[Dataset excerpts]
###

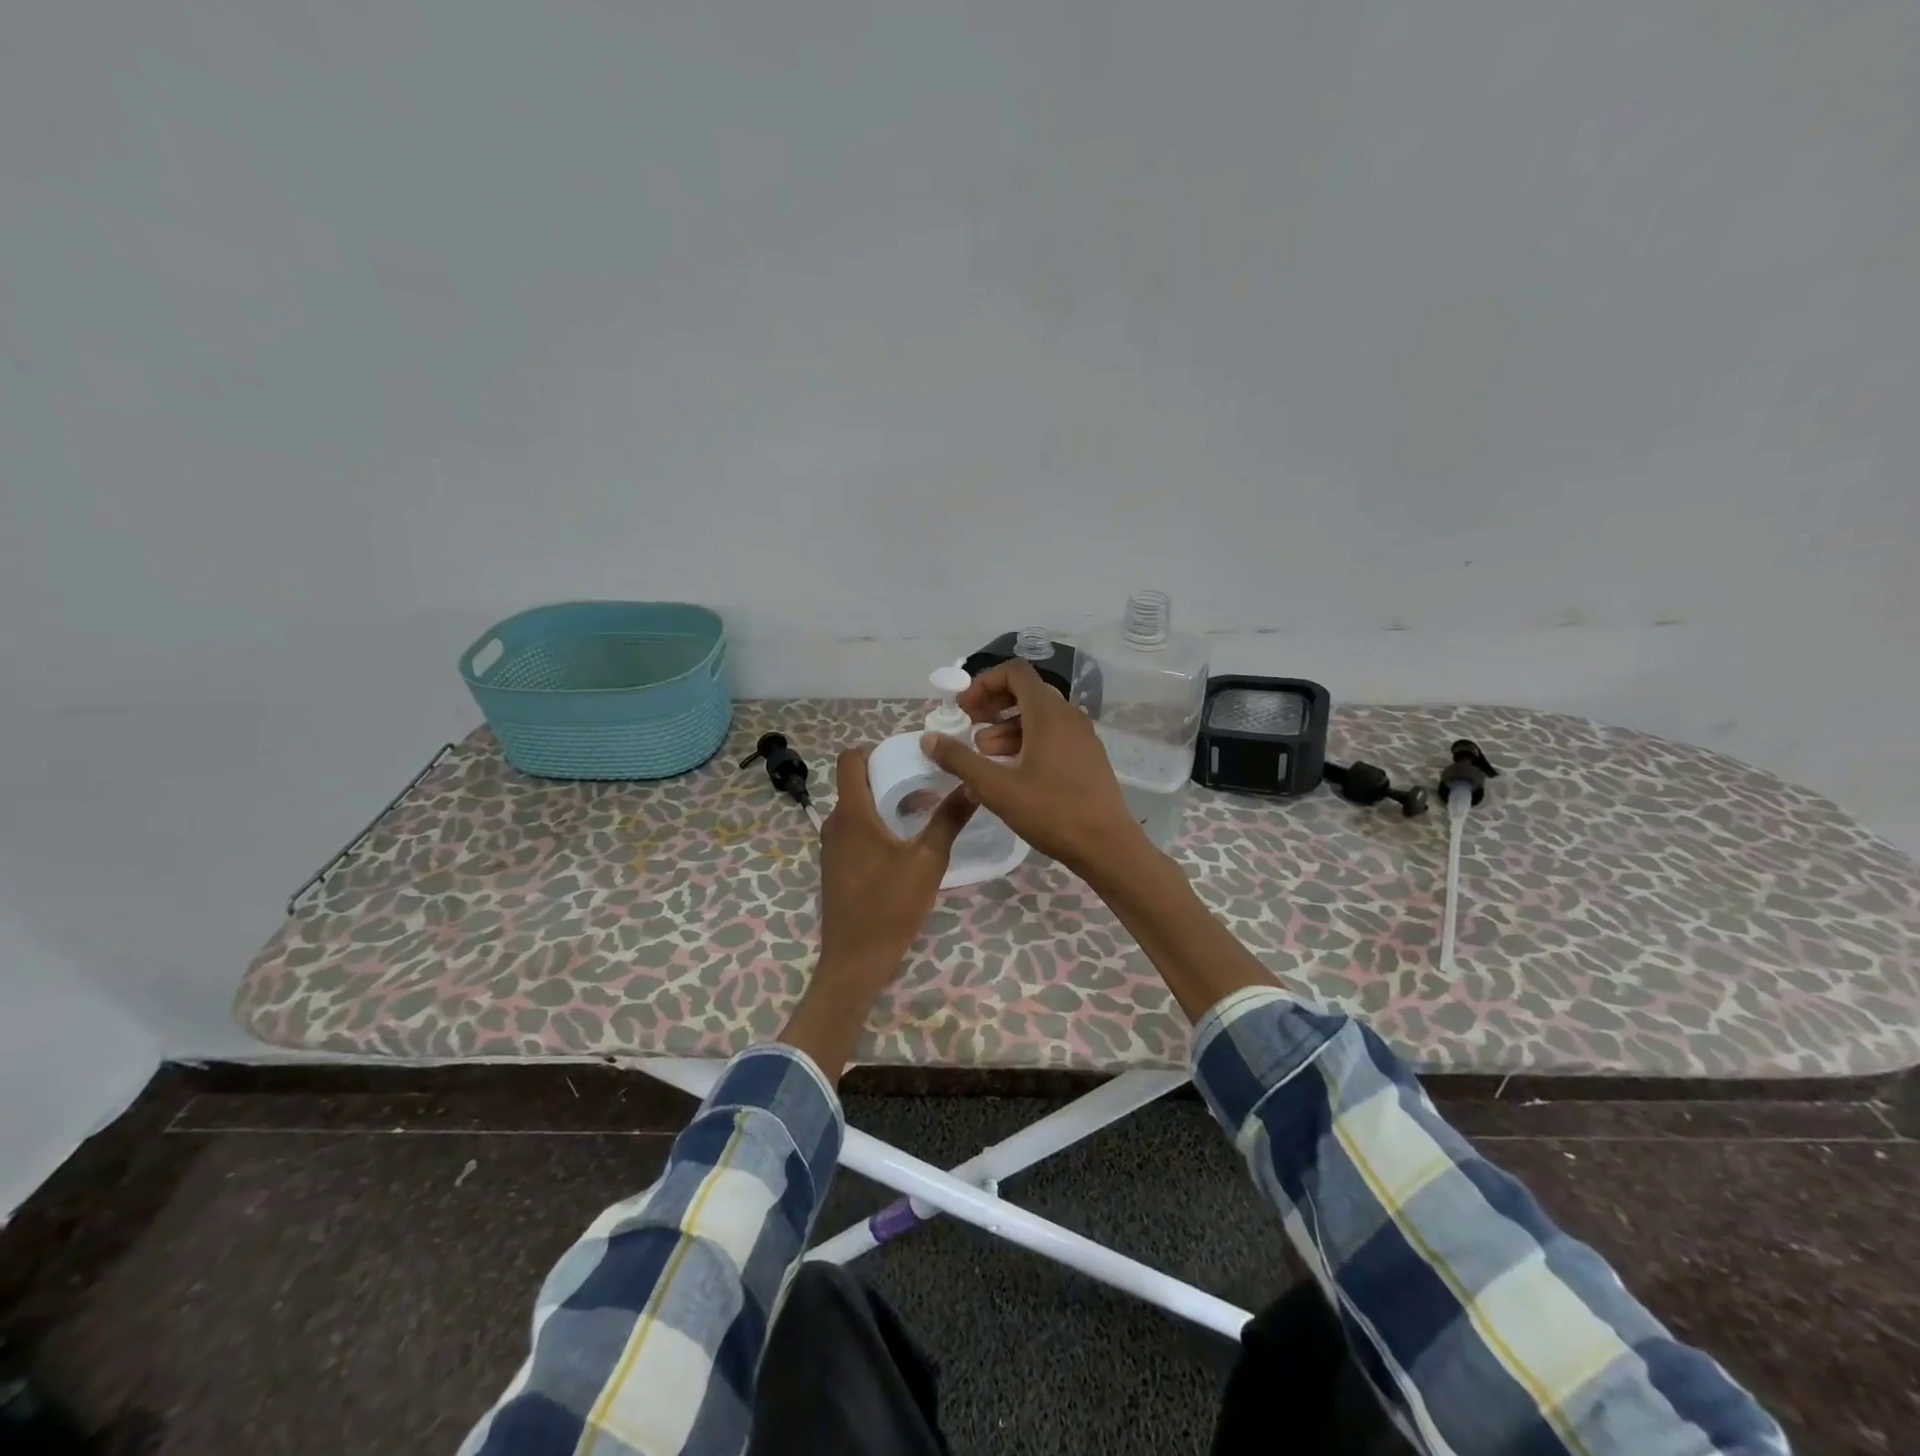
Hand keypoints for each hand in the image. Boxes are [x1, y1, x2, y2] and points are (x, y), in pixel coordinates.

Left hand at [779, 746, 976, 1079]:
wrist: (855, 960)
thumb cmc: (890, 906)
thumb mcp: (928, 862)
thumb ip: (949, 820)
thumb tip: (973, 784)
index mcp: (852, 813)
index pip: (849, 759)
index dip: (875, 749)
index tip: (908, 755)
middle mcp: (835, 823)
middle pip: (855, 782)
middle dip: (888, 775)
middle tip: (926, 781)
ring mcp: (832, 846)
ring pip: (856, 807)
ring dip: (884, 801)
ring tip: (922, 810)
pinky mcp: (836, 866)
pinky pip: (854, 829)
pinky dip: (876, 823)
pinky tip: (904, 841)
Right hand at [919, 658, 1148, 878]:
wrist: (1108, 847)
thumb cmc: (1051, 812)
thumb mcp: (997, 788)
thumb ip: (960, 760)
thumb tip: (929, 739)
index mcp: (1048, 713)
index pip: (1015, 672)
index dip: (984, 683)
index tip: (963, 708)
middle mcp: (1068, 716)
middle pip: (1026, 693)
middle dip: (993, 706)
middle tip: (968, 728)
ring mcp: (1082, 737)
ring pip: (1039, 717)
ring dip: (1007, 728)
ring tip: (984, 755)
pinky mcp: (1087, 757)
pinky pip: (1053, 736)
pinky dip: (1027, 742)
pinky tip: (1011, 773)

###

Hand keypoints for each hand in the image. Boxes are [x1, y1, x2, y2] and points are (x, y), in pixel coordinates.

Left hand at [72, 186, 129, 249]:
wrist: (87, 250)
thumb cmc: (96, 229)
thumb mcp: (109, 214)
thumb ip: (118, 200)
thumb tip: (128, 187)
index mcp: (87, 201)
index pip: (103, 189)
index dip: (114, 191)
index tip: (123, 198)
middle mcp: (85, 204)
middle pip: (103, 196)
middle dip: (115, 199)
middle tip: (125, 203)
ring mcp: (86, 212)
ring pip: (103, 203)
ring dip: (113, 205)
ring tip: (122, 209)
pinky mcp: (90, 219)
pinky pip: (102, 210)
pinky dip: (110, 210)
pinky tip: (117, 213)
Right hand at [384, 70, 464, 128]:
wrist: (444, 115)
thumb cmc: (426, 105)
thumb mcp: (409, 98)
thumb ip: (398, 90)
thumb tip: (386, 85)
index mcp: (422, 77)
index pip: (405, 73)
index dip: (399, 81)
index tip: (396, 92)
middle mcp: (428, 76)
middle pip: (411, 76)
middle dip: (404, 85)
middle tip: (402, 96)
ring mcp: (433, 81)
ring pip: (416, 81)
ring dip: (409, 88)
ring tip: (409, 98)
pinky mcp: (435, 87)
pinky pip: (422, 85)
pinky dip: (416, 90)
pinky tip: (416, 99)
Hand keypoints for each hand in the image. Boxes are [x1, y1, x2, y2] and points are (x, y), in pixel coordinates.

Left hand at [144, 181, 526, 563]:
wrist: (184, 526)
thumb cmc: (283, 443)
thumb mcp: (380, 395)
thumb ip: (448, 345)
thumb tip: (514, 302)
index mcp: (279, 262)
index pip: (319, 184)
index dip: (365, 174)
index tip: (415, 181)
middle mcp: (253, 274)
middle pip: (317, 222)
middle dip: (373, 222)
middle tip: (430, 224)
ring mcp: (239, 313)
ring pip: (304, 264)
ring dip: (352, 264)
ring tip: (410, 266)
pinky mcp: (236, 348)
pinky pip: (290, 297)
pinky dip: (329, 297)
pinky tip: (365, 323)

###

## Try it
Look back at the entries above and repeat, unchanged, every line from the line holding "index pip: (319, 184)" through the line holding "pinky tip: (365, 323)".

## Response to the exercise
index pip: (319, 184)
index dip: (365, 174)
index tip: (415, 181)
middle mcp: (253, 274)
middle pip: (317, 222)
middle dip: (373, 222)
middle tip: (430, 224)
ring mcp: (239, 313)
ring pip: (304, 264)
ring dip: (352, 264)
ring tip: (410, 266)
pinky mcp: (236, 348)
pinky pip: (290, 297)
pinky dip: (329, 297)
pinky tip: (365, 323)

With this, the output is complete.